Like I mentioned in my last post about my trip, the hotel came with a complimentary breakfast! We could choose among a list of meals (some were more “American” than others, since the hotel is popular with business travelers). We all picked the Nicaraguan Breakfast (red beans, rice, scrambled eggs, cheese, corn tortilla, fruit juice, coffee). We checked out of the hotel, and off to a pharmacy to look for some aloe, as well as some more sunscreen. Due to our not-perfect Spanish, we ended up getting some diaper rash lotion that contained aloe. Close enough, eh?

Took a cab to get to the bus going to Masaya. At a couple of the stoplights, people came up to our cars, trying to sell us bananas, cell phones, birds, and baby turtles, among other interesting objects.

The bus (well, it was more like a van) to Masaya was a bit crowded, but we all fit in there pretty well.

We found a great hotel, Hotel Monte Carlo, which had rooms for $10 US per night! (You could splurge and get air conditioning for an extra $10)  The woman running the hotel was super friendly.

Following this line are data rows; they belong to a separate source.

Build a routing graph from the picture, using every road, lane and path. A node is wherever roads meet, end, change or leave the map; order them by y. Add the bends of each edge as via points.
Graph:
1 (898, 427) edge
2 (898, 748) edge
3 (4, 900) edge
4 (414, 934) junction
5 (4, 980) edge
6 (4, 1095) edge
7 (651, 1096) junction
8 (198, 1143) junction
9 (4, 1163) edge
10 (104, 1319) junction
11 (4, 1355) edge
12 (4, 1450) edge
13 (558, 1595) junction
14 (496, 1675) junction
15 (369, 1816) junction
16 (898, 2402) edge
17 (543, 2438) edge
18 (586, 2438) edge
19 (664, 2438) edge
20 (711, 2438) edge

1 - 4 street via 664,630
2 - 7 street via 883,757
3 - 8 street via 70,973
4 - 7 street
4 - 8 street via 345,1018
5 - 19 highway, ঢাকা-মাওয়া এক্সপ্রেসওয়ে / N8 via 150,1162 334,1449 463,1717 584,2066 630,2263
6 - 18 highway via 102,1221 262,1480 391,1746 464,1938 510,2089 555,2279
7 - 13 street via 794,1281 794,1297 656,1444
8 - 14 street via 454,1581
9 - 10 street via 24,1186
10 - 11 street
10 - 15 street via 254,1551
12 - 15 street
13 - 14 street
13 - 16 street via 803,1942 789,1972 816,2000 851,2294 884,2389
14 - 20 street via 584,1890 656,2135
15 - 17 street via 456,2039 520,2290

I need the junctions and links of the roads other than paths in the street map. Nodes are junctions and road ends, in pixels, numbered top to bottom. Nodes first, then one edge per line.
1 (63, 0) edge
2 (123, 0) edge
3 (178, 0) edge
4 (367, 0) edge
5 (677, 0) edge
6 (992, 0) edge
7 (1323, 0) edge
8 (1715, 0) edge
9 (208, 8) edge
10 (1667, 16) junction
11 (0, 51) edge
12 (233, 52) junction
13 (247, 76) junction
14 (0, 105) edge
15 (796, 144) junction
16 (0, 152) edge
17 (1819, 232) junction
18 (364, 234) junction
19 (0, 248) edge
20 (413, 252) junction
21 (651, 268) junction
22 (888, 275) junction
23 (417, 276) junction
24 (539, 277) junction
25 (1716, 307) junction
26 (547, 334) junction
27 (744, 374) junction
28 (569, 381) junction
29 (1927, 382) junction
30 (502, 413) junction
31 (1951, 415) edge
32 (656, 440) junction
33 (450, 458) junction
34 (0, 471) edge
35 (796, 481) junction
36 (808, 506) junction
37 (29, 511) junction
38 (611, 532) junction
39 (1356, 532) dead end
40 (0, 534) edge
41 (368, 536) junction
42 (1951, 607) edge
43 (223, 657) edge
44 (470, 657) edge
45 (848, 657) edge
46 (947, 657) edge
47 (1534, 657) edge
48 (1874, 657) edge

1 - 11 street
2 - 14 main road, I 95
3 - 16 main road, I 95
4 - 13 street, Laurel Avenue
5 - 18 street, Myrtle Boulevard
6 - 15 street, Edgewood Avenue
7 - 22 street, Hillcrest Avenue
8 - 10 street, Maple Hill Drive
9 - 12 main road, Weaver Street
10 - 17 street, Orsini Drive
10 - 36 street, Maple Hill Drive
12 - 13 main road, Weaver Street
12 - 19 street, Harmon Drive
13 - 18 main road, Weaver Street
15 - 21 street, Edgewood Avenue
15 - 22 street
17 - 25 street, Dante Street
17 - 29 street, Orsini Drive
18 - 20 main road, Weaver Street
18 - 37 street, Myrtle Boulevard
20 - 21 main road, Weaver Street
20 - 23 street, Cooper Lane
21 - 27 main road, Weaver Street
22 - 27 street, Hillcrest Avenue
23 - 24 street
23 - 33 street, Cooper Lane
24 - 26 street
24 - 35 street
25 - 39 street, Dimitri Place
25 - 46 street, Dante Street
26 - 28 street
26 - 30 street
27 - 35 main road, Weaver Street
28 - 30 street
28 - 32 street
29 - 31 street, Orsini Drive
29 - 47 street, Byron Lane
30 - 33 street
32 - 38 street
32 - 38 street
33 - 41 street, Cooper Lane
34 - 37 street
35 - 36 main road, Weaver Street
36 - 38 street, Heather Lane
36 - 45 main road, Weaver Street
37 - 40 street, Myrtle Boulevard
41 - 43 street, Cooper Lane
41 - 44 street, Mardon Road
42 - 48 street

She hailed a cab and made a deal with the driver for a trip up to Masaya Volcano National Park.

The volcano was AMAZING!!! It was like nothing I’ve ever seen before. The park rangers handed us gas masks because there was sulfur emitting from the active crater. I definitely coughed quite a bit before we put those on! We went all the way up to La Cruz de Bobadilla (The Cross of Bobadilla)…though I think there was a sign saying not to go up there! We read in a guide book that there were demon parakeets that lived in the volcano…they were able to survive even with the toxic sulfur gas, an interesting adaptation. There was also a dormant volcano that had been so for centuries. It looked very different: instead of brown and gray rockiness, it was green, grassy, full of trees and flowers.

Back to the city for a tasty buffet for only 38 Córdoba, which is about $2 US!

We wandered around the market for a while. I obsessed about what to buy. I knew I wanted a hammock and an ornament (or something I can turn into an ornament). Now before you think I’m some silly tourist, let me explain the ornament thing. I realized that a big part of decorating the tree at Christmas is remembering where all the ornaments came from. And since I also don’t have any ornaments up here (they’re all at my parents’ place), I figured this would be a good way to start.  I’m pretty sure we all bought hammocks.  M bought a few paintings as well.   We also grabbed some ice cream before heading out!

We relaxed for a bit at our hotel, and then ventured out to Lake Masaya, to see the sunset. It was beautiful to see the sunset over the volcano and lake.

We had a late dinner at a nearby restaurant. We were the only people there, and by the end, the guys working there had gotten ridiculously drunk and giggly, which was fun, cause some of us were getting giggly too!

M and L headed to an internet cafe to check on some things, and A and I headed back to our hotel to get a good nights sleep.